● **THE PROBLEM**: Give the listing again word for word, excluding the pictures it contains.

● **MATERIAL FOR THE TASK**:
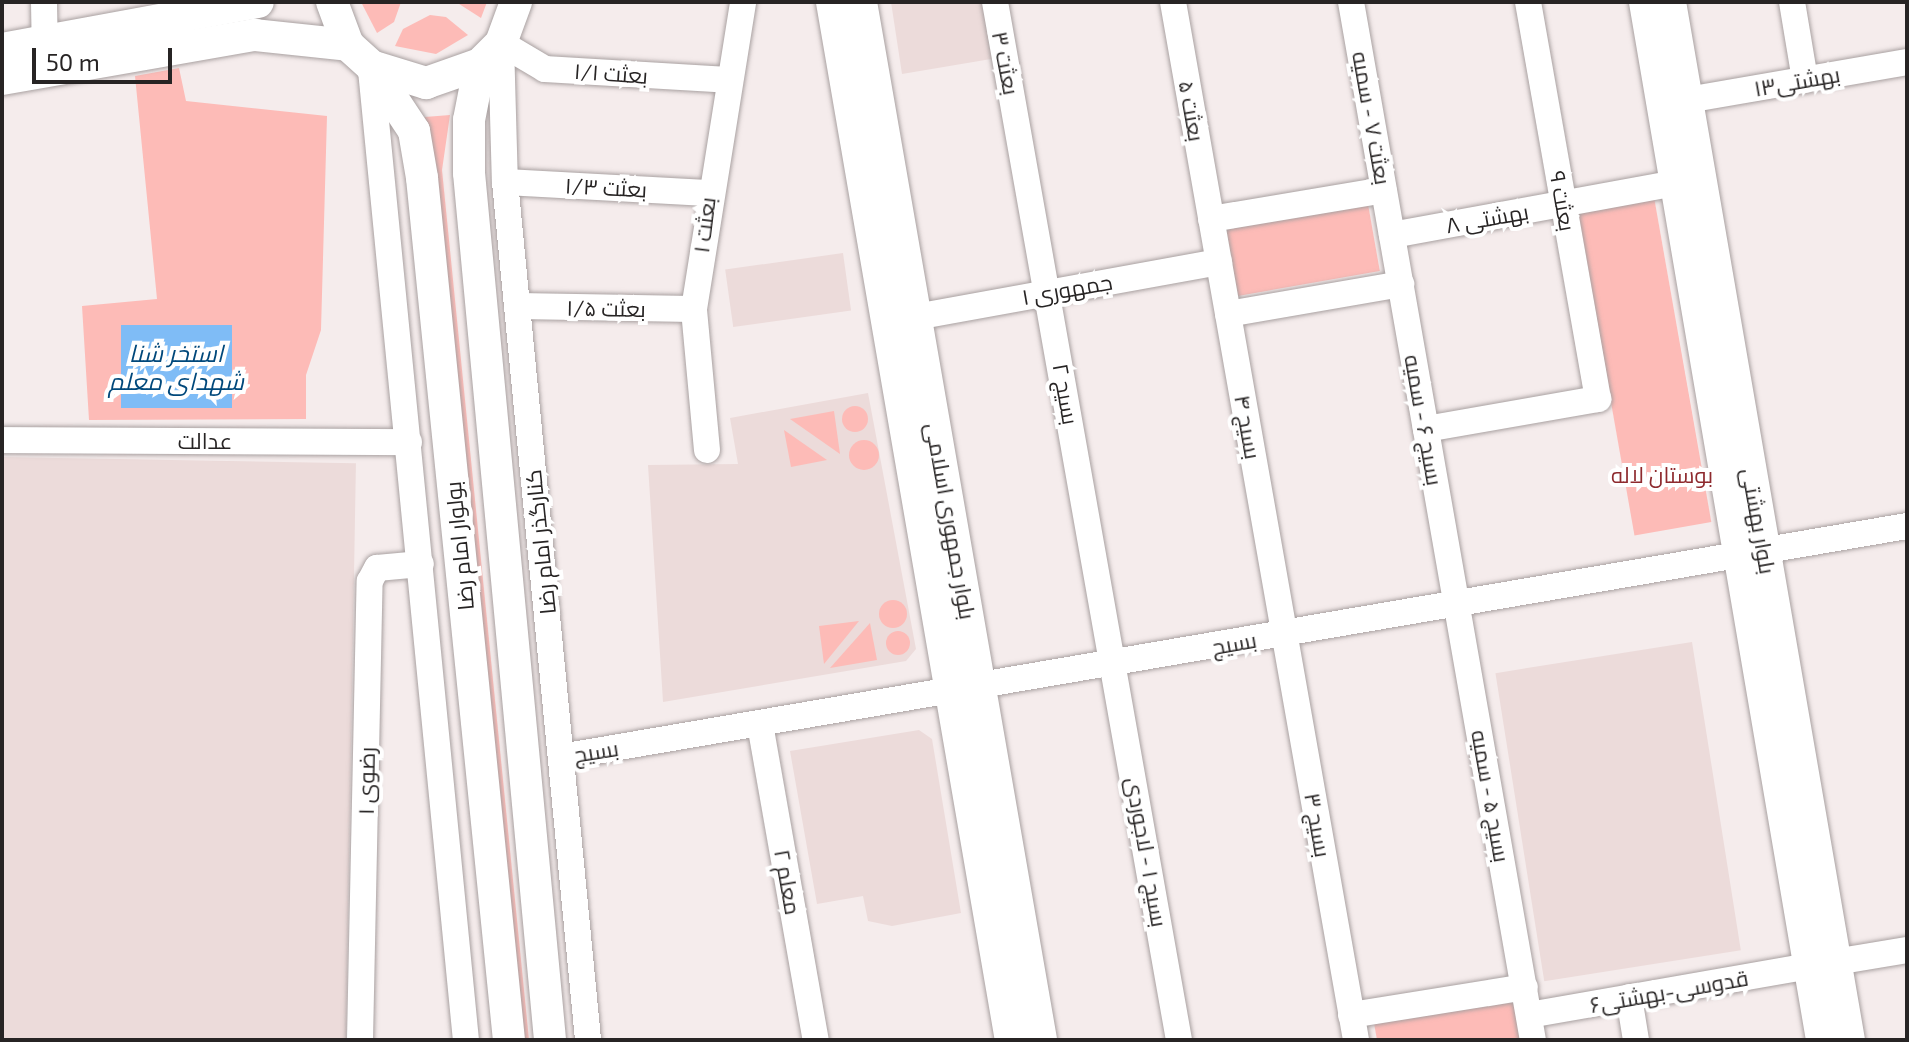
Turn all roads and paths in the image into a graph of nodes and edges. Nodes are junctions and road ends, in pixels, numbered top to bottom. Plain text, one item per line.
1 (44, 2) edge
2 (332, 2) edge
3 (743, 2) edge
4 (995, 2) edge
5 (1173, 2) edge
6 (1351, 2) edge
7 (1528, 2) edge
8 (1645, 2) edge
9 (1670, 2) edge
10 (1792, 2) edge
11 (521, 4) edge
12 (838, 4) edge
13 (240, 5) edge
14 (45, 41) junction
15 (2, 49) edge
16 (490, 53) junction
17 (360, 55) junction
18 (1907, 62) edge
19 (2, 79) edge
20 (728, 80) junction
21 (1805, 80) junction
22 (1687, 100) junction
23 (1018, 123) joint
24 (505, 182) junction
25 (1675, 183) junction
26 (1384, 190) junction
27 (708, 193) junction
28 (1563, 204) junction
29 (1211, 219) junction
30 (1392, 235) junction
31 (1219, 262) junction
32 (1401, 284) junction
33 (1048, 293) junction
34 (517, 306) junction
35 (694, 309) junction
36 (1228, 314) junction
37 (916, 317) junction
38 (1426, 429) junction
39 (2, 440) edge
40 (409, 442) junction
41 (707, 450) dead end
42 (1907, 526) edge
43 (1752, 553) junction
44 (421, 564) junction
45 (1457, 604) junction
46 (1284, 634) junction
47 (1115, 664) junction
48 (965, 690) junction
49 (760, 724) junction
50 (561, 757) junction
51 (1907, 950) edge
52 (1822, 964) junction
53 (1525, 987) junction
54 (1629, 997) junction
55 (1353, 1028) edge
56 (1531, 1028) edge
57 (360, 1040) edge
58 (466, 1040) edge
59 (509, 1040) edge
60 (550, 1040) edge
61 (588, 1040) edge
62 (816, 1040) edge
63 (1011, 1040) edge
64 (1041, 1040) edge
65 (1179, 1040) edge
66 (1636, 1040) edge
67 (1822, 1040) edge
68 (1849, 1040) edge

1 - 14 street
2 - 17 main road, بولوار امام رضا
3 - 20 street, بعثت ۱
4 - 23 street, بعثت ۳
5 - 29 street, بعثت ۵
6 - 26 street, بعثت ۷ - سمیه
7 - 28 street, بعثت ۹
8 - 25 main road, بلوار بهشتی
9 - 22 main road, بلوار بهشتی
10 - 21 street
11 - 16 main road, بولوار امام رضا
12 - 37 main road, بلوار جمهوری اسلامی
12 - 48 main road, بلوار جمهوری اسلامی
13 - 14 main road
14 - 15 main road
16 - 17 main road
16 - 20 street, بعثت ۱/۱
16 - 24 street, کنارگذر امام رضا
16 - 60 main road, بولوار امام رضا
17 - 19 main road
17 - 40 street
17 - 59 main road, بولوار امام رضا
18 - 21 street, بهشتی۱۳
20 - 27 street, بعثت ۱
21 - 22 street, بهشتی۱۳
22 - 43 main road, بلوار بهشتی
23 - 33 street, بسیج ۲
24 - 27 street, بعثت ۱/۳
24 - 34 street, کنارگذر امام رضا
25 - 28 street, بهشتی ۸
25 - 43 main road, بلوار بهشتی
26 - 29 street
26 - 30 street, بعثت ۷ - سمیه
27 - 35 street, بعثت ۱
28 - 30 street, بهشتی ۸
28 - 38 street, بعثت ۹
29 - 31 street, بسیج ۴
30 - 32 street, بسیج ۶ - سمیه
31 - 33 street, جمهوری ۱
31 - 36 street, بسیج ۴
32 - 36 street
32 - 38 street, بسیج ۶ - سمیه
33 - 37 street, جمهوری ۱
33 - 47 street, بسیج ۲
34 - 35 street, بعثت ۱/۵
34 - 50 street, کنارگذر امام رضا
35 - 41 street, بعثت ۱
36 - 46 street, بسیج ۴
37 - 48 main road, بلوار جمهوری اسلامی
38 - 45 street, بسیج ۶ - سمیه
39 - 40 street, عدالت
40 - 44 street
42 - 43 street, بسیج
43 - 45 street, بسیج
43 - 52 main road, بلوار بهشتی
44 - 57 street, رضوی ۱
44 - 58 street
45 - 46 street, بسیج
45 - 53 street, بسیج ۵ - سمیه
46 - 47 street, بسیج
46 - 55 street, بسیج ۳
47 - 48 street, بسیج
47 - 65 street, بسیج ۱ - لاجوردی
48 - 49 street, بسیج
48 - 63 main road, بلوار جمهوری اسلامی
48 - 64 main road, بلوار جمهوری اسلامی
49 - 50 street, بسیج
49 - 62 street, معلم ۲
50 - 61 street, کنارگذر امام رضا
51 - 52 street, قدوسی-بهشتی۶
52 - 54 street, قدوسی-بهشتی۶
52 - 67 main road, بلوار بهشتی
52 - 68 main road, بلوار بهشتی
53 - 55 street
53 - 56 street, بسیج ۵ - سمیه
54 - 56 street, قدوسی-بهشتی۶
54 - 66 street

● **RESPONSE TO THE EXERCISE**:
Turn all roads and paths in the image into a graph of nodes and edges. Nodes are junctions and road ends, in pixels, numbered top to bottom. Plain text, one item per line.
1 (44, 2) edge
2 (332, 2) edge
3 (743, 2) edge
4 (995, 2) edge
5 (1173, 2) edge
6 (1351, 2) edge
7 (1528, 2) edge
8 (1645, 2) edge
9 (1670, 2) edge
10 (1792, 2) edge
11 (521, 4) edge
12 (838, 4) edge
13 (240, 5) edge
14 (45, 41) junction
15 (2, 49) edge
16 (490, 53) junction
17 (360, 55) junction
18 (1907, 62) edge
19 (2, 79) edge
20 (728, 80) junction
21 (1805, 80) junction
22 (1687, 100) junction
23 (1018, 123) joint
24 (505, 182) junction
25 (1675, 183) junction
26 (1384, 190) junction
27 (708, 193) junction
28 (1563, 204) junction
29 (1211, 219) junction
30 (1392, 235) junction
31 (1219, 262) junction
32 (1401, 284) junction
33 (1048, 293) junction
34 (517, 306) junction
35 (694, 309) junction
36 (1228, 314) junction
37 (916, 317) junction
38 (1426, 429) junction
39 (2, 440) edge
40 (409, 442) junction
41 (707, 450) dead end
42 (1907, 526) edge
43 (1752, 553) junction
44 (421, 564) junction
45 (1457, 604) junction
46 (1284, 634) junction
47 (1115, 664) junction
48 (965, 690) junction
49 (760, 724) junction
50 (561, 757) junction
51 (1907, 950) edge
52 (1822, 964) junction
53 (1525, 987) junction
54 (1629, 997) junction
55 (1353, 1028) edge
56 (1531, 1028) edge
57 (360, 1040) edge
58 (466, 1040) edge
59 (509, 1040) edge
60 (550, 1040) edge
61 (588, 1040) edge
62 (816, 1040) edge
63 (1011, 1040) edge
64 (1041, 1040) edge
65 (1179, 1040) edge
66 (1636, 1040) edge
67 (1822, 1040) edge
68 (1849, 1040) edge

1 - 14 street
2 - 17 main road, بولوار امام رضا
3 - 20 street, بعثت ۱
4 - 23 street, بعثت ۳
5 - 29 street, بعثت ۵
6 - 26 street, بعثت ۷ - سمیه
7 - 28 street, بعثت ۹
8 - 25 main road, بلوار بهشتی
9 - 22 main road, بلوار بهشتی
10 - 21 street
11 - 16 main road, بولوار امام رضا
12 - 37 main road, بلوار جمهوری اسلامی
12 - 48 main road, بلوار جمهوری اسلامی
13 - 14 main road
14 - 15 main road
16 - 17 main road
16 - 20 street, بعثت ۱/۱
16 - 24 street, کنارگذر امام رضا
16 - 60 main road, بولوار امام رضا
17 - 19 main road
17 - 40 street
17 - 59 main road, بولوار امام رضا
18 - 21 street, بهشتی۱۳
20 - 27 street, بعثت ۱
21 - 22 street, بهشتی۱۳
22 - 43 main road, بلوار بهشتی
23 - 33 street, بسیج ۲
24 - 27 street, بعثت ۱/۳
24 - 34 street, کنارگذر امام رضا
25 - 28 street, بهشتی ۸
25 - 43 main road, بلوار بهشتی
26 - 29 street
26 - 30 street, بعثت ۷ - سمیه
27 - 35 street, بعثت ۱
28 - 30 street, بهشتی ۸
28 - 38 street, بعثت ۹
29 - 31 street, بسیج ۴
30 - 32 street, بسیج ۶ - سمیه
31 - 33 street, جمهوری ۱
31 - 36 street, بسیج ۴
32 - 36 street
32 - 38 street, بسیج ۶ - سمیه
33 - 37 street, جمهوری ۱
33 - 47 street, بسیج ۲
34 - 35 street, بعثت ۱/۵
34 - 50 street, کنارگذر امام رضا
35 - 41 street, بعثت ۱
36 - 46 street, بسیج ۴
37 - 48 main road, بلوار جمهوری اسلامی
38 - 45 street, بسیج ۶ - سمیه
39 - 40 street, عدالت
40 - 44 street
42 - 43 street, بسیج
43 - 45 street, بسیج
43 - 52 main road, بلوار بهشتی
44 - 57 street, رضوی ۱
44 - 58 street
45 - 46 street, بسیج
45 - 53 street, بسیج ۵ - سمیه
46 - 47 street, بسیج
46 - 55 street, بسیج ۳
47 - 48 street, بسیج
47 - 65 street, بسیج ۱ - لاجوردی
48 - 49 street, بسیج
48 - 63 main road, بلوار جمهوری اسلامی
48 - 64 main road, بلوار جمهوری اسلامی
49 - 50 street, بسیج
49 - 62 street, معلم ۲
50 - 61 street, کنارگذر امام رضا
51 - 52 street, قدوسی-بهشتی۶
52 - 54 street, قدوسی-بهشتی۶
52 - 67 main road, بلوار بهشتی
52 - 68 main road, بلوار بهشتی
53 - 55 street
53 - 56 street, بسیج ۵ - سمیه
54 - 56 street, قدوسی-بهشتی۶
54 - 66 street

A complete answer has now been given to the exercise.